Chronic rhinosinusitis (CRS) is a common chronic respiratory condition, frequently associated with asthma and affecting the majority of cystic fibrosis (CF) patients. Pseudomonas aeruginosa infections and biofilms have been implicated in recalcitrant CRS. One of the mechanisms of action for bacteria in CRS and CF is mucosal barrier disruption by secreted products that contributes to the inflammation. However, the role of biofilm and planktonic forms of P. aeruginosa in this process is not known. The aim is to determine the effect of P. aeruginosa exoproteins isolated from CF and non-CF CRS patients on the mucosal barrier.
Exoproteins from 40 P. aeruginosa isolates were collected in planktonic and biofilm form and applied to air-liquid interface (ALI) cultures of primary human nasal epithelial cells (HNECs). Mucosal barrier integrity was evaluated by transepithelial electrical resistance (TEER), passage of FITC-dextrans, and immunofluorescence of tight junction proteins. Cytotoxicity assays were performed to measure cell viability and IL-6 ELISA was carried out to evaluate pro-inflammatory effects.
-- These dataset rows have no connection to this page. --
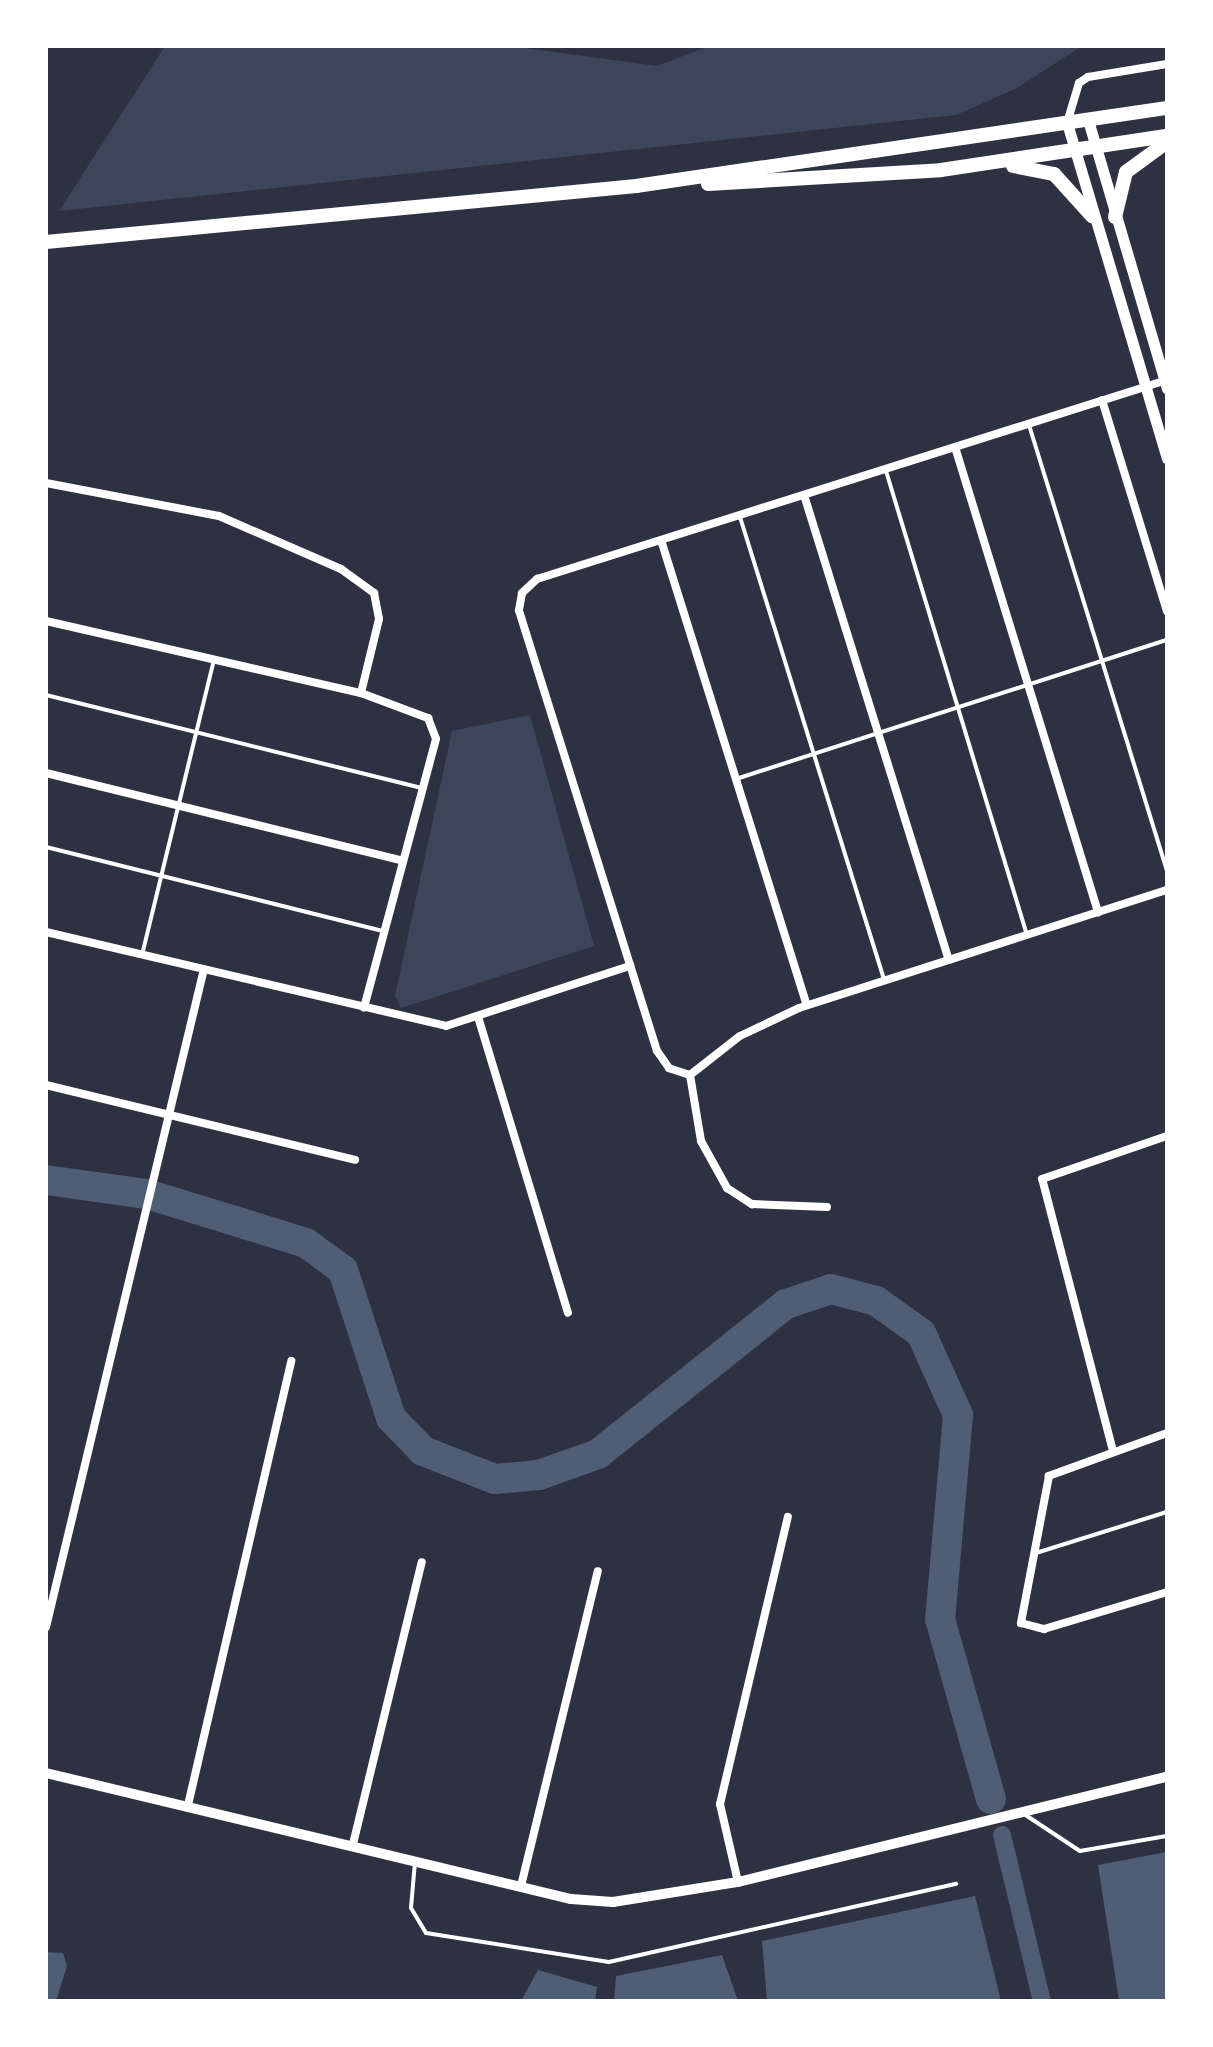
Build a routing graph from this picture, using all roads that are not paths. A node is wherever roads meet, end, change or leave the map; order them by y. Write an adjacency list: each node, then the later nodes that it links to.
1 (1167, 64): 2 (street)
2 (1076, 107): 4 (street); 5 (street)
3 (1167, 108): 4 (highway)
4 (1088, 120): 5 (highway); 7 (main road)
5 (1067, 123): 8 (main road); 10 (highway)
6 (1167, 139): 7 (highway); 12 (highway)
7 (1095, 148): 8 (highway); 12 (main road)
8 (1072, 151): 9 (highway); 11 (main road)
9 (987, 163): 10 (highway); 11 (highway)
10 (636, 186): 13 (highway)
11 (1092, 216): 15 (main road)
12 (1115, 217): 14 (main road)
13 (46, 242)
14 (1166, 385): 15 (street)
15 (1144, 387): 16 (street); 19 (main road)
16 (1102, 400): 17 (street); 25 (street)
17 (1028, 423): 18 (street); 29 (lane)
18 (955, 447): 20 (street); 30 (street)
19 (1167, 458)
20 (885, 468): 22 (street); 33 (lane)
21 (46, 483): 31 (street)
22 (804, 495): 23 (street); 34 (street)
23 (739, 514): 24 (street); 36 (lane)
24 (661, 540): 38 (street); 52 (street)
25 (1167, 611)
26 (46, 621): 28 (street)
27 (1167, 640): 29 (lane)
28 (214, 660): 31 (street); 35 (lane)
29 (1103, 661): 30 (lane); 43 (lane)
30 (1028, 685): 33 (lane); 46 (street)
31 (361, 693): 39 (street)
32 (46, 695): 35 (lane)
33 (961, 705): 34 (lane); 49 (lane)
34 (878, 732): 36 (lane); 51 (street)
35 (196, 733): 39 (lane); 40 (lane)
36 (811, 753): 38 (lane); 54 (lane)
37 (46, 773): 40 (street)
38 (736, 779): 55 (street)
39 (422, 788): 42 (street)
40 (179, 806): 42 (street); 44 (lane)
41 (46, 847): 44 (lane)
42 (401, 860): 47 (street)
43 (1167, 870)
44 (161, 877): 47 (lane); 50 (lane)
45 (1167, 890): 46 (street)
46 (1098, 913): 49 (street)
47 (384, 931): 56 (street)
48 (46, 932): 50 (street)
49 (1027, 935): 51 (street)
50 (141, 957): 53 (street)
51 (949, 960): 54 (street)
52 (630, 966): 57 (street); 58 (street)
53 (203, 973): 56 (street); 60 (street)
54 (885, 982): 55 (street)
55 (807, 1005): 58 (street)
56 (364, 1008): 57 (street)
57 (479, 1020): 64 (street)
58 (690, 1075): 63 (street)
59 (46, 1085): 60 (street)
60 (168, 1118): 62 (street); 74 (street)
61 (1167, 1136): 67 (street)
62 (355, 1160)
63 (827, 1207)
64 (568, 1313)
65 (291, 1361): 77 (street)
66 (1167, 1433): 67 (street)
67 (1113, 1451): 70 (street)
68 (1167, 1512): 70 (lane)
69 (788, 1517): 82 (street)
70 (1030, 1554): 73 (street)
71 (422, 1562): 80 (street)
72 (598, 1571): 84 (street)
73 (1167, 1592)
74 (46, 1627)
75 (46, 1773): 77 (street)
76 (1167, 1777): 78 (street)
77 (188, 1805): 80 (street)
78 (1019, 1810): 79 (lane); 82 (street)
79 (1167, 1836)
80 (353, 1844): 81 (street)
81 (415, 1860): 83 (lane); 84 (street)
82 (738, 1882): 84 (street)
83 (956, 1884)
84 (521, 1886)

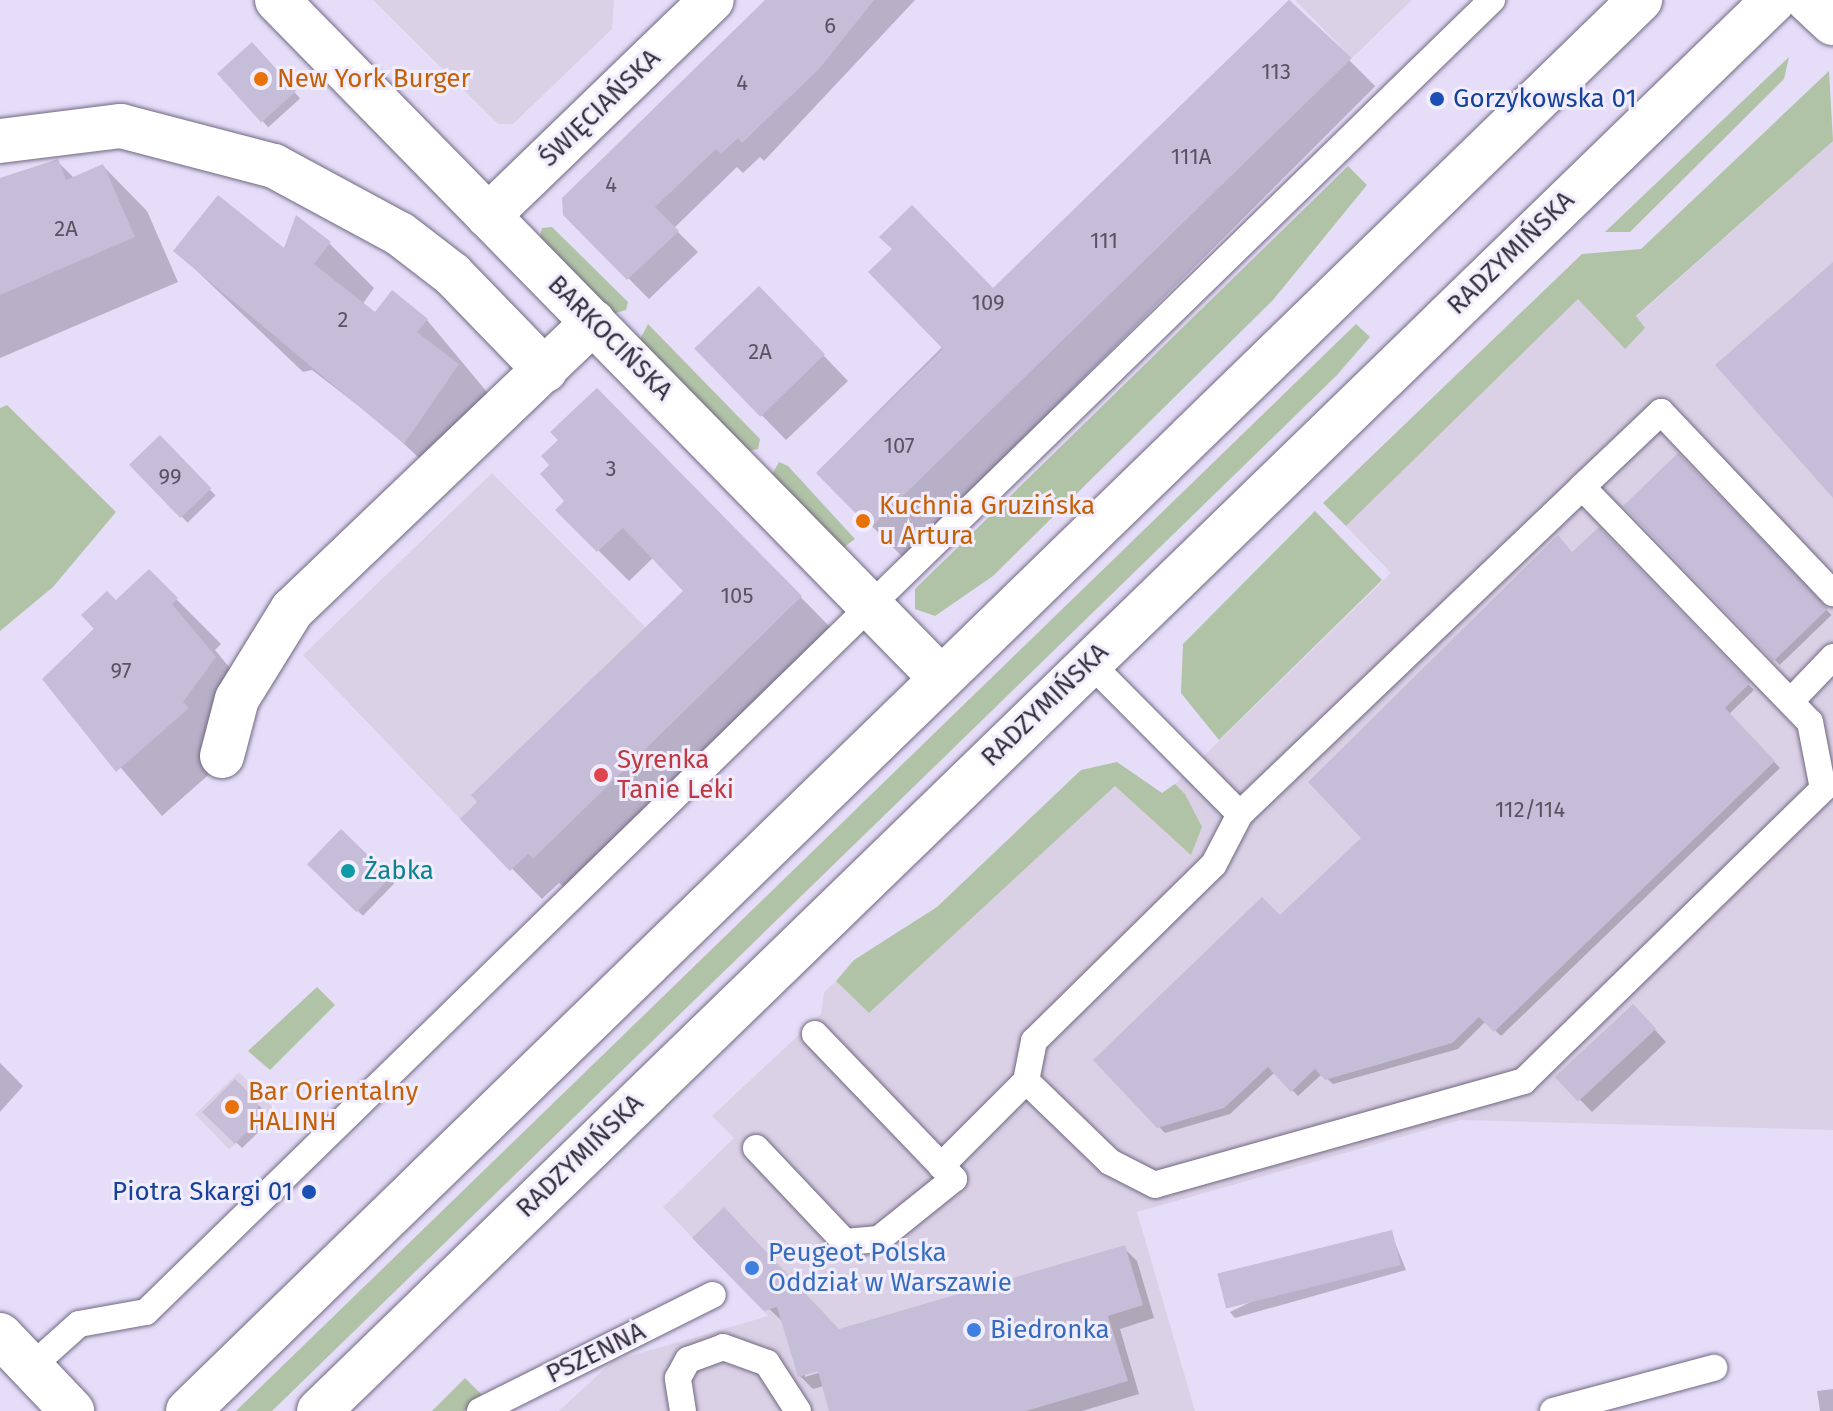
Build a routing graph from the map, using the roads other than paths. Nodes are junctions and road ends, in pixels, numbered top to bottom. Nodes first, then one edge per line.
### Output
1 (277, 0) edge
2 (1492, 0) edge
3 (1640, 0) edge
4 (1774, 0) edge
5 (1808, 0) edge
6 (709, 1) edge
7 (1833, 23) edge
8 (0, 141) edge
9 (488, 216) junction
10 (593, 322) junction
11 (545, 370) junction
12 (1582, 487) junction
13 (1833, 593) edge
14 (873, 607) junction
15 (1833, 657) edge
16 (1089, 662) junction
17 (941, 678) junction
18 (1791, 701) junction
19 (222, 756) dead end
20 (1240, 814) junction
21 (815, 1034) dead end
22 (1026, 1081) junction
23 (756, 1148) dead end
24 (941, 1166) junction
25 (713, 1295) dead end
26 (0, 1335) edge
27 (31, 1367) junction
28 (1714, 1368) dead end
29 (72, 1411) edge
30 (188, 1411) edge
31 (319, 1411) edge
32 (480, 1411) edge
33 (683, 1411) edge
34 (798, 1411) edge
35 (1553, 1411) edge

1 - 9 main road, BARKOCIŃSKA
2 - 14 lane
3 - 17 main road
4 - 16 main road, RADZYMIŃSKA
5 - 7 main road
6 - 9 main road, ŚWIĘCIAŃSKA
8 - 11 main road
9 - 10 main road, BARKOCIŃSKA
10 - 11 main road
10 - 14 main road, BARKOCIŃSKA
11 - 19 main road
12 - 13 lane
12 - 18 lane
12 - 20 lane
14 - 17 main road, BARKOCIŃSKA
14 - 27 lane
15 - 18 lane
16 - 20 lane
16 - 31 main road, RADZYMIŃSKA
17 - 30 main road
18 - 22 lane
20 - 22 lane
21 - 24 lane
22 - 24 lane
23 - 24 lane
25 - 32 lane, PSZENNA
26 - 27 main road
27 - 29 main road
28 - 35 lane
33 - 34 lane

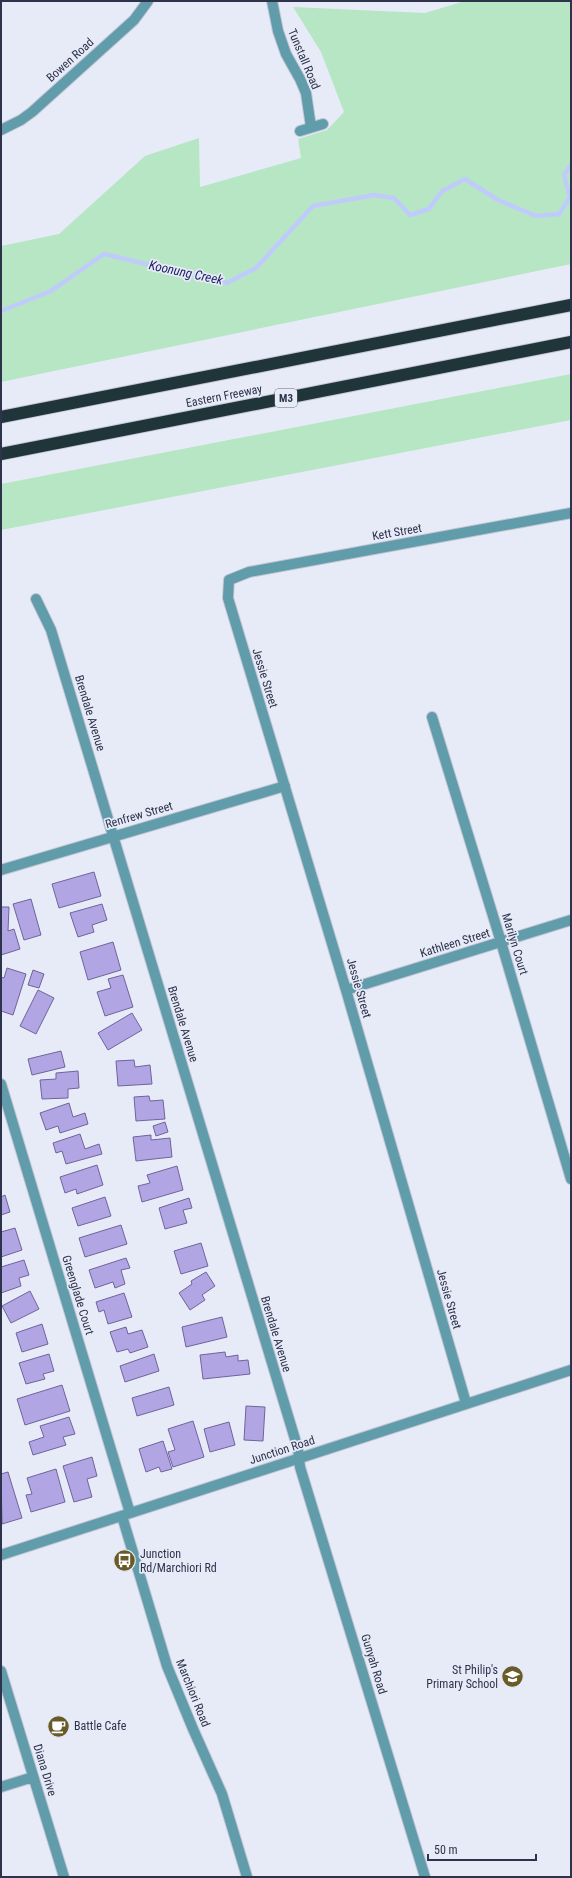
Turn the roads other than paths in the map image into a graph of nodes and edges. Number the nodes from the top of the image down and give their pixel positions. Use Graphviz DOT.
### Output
graph roads {
  1 [pos="148,1"];
  2 [pos="272,1"];
  3 [pos="322,124"];
  4 [pos="311,127"];
  5 [pos="1,130"];
  6 [pos="300,131"];
  7 [pos="571,305"];
  8 [pos="571,342"];
  9 [pos="1,417"];
  10 [pos="1,454"];
  11 [pos="571,513"];
  12 [pos="229,580"];
  13 [pos="36,599"];
  14 [pos="432,717"];
  15 [pos="285,786"];
  16 [pos="114,836"];
  17 [pos="1,870"];
  18 [pos="571,920"];
  19 [pos="501,942"];
  20 [pos="346,990"];
  21 [pos="1,1084"];
  22 [pos="571,1180"];
  23 [pos="571,1370"];
  24 [pos="466,1403"];
  25 [pos="299,1458"];
  26 [pos="126,1514"];
  27 [pos="1,1555"];
  28 [pos="1,1671"];
  29 [pos="33,1776"];
  30 [pos="1,1787"];
  31 [pos="64,1877"];
  32 [pos="247,1877"];
  33 [pos="425,1877"];
  1 -- 5 [label="street, Bowen Road"];
  2 -- 4 [label="street, Tunstall Road"];
  3 -- 4 [label="street"];
  4 -- 6 [label="street"];
  7 -- 9 [label="highway, Eastern Freeway"];
  8 -- 10 [label="highway, Eastern Freeway / M3"];
  11 -- 12 [label="street, Kett Street"];
  12 -- 15 [label="street, Jessie Street"];
  13 -- 16 [label="street, Brendale Avenue"];
  14 -- 19 [label="street, Marilyn Court"];
  15 -- 16 [label="street, Renfrew Street"];
  15 -- 20 [label="street, Jessie Street"];
  16 -- 17 [label="street, Renfrew Street"];
  16 -- 25 [label="street, Brendale Avenue"];
  18 -- 19 [label="street, Kathleen Street"];
  19 -- 20 [label="street, Kathleen Street"];
  19 -- 22 [label="street, Marilyn Court"];
  20 -- 24 [label="street, Jessie Street"];
  21 -- 26 [label="street, Greenglade Court"];
  23 -- 24 [label="street, Junction Road"];
  24 -- 25 [label="street, Junction Road"];
  25 -- 26 [label="street, Junction Road"];
  25 -- 33 [label="street, Gunyah Road"];
  26 -- 27 [label="street, Junction Road"];
  26 -- 32 [label="street, Marchiori Road"];
  28 -- 29 [label="street, Diana Drive"];
  29 -- 30 [label="street"];
  29 -- 31 [label="street, Diana Drive"];
}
Planktonic exoproteins from 20/40 (50%) clinical isolates had a significant detrimental effect on the barrier and significantly increased IL-6 production. Barrier disruption was characterised by a reduced TEER, increased permeability of FITC-dextrans and discontinuous immunolocalisation of tight junction proteins and was significantly more prevalent in isolates harvested from patients with comorbid asthma (p<0.05).
Exoproteins from planktonic P. aeruginosa clinical isolates from asthmatic CRS patients have detrimental effects on the mucosal barrier and induce IL-6 production potentially contributing to the mucosal inflammation in CRS patients.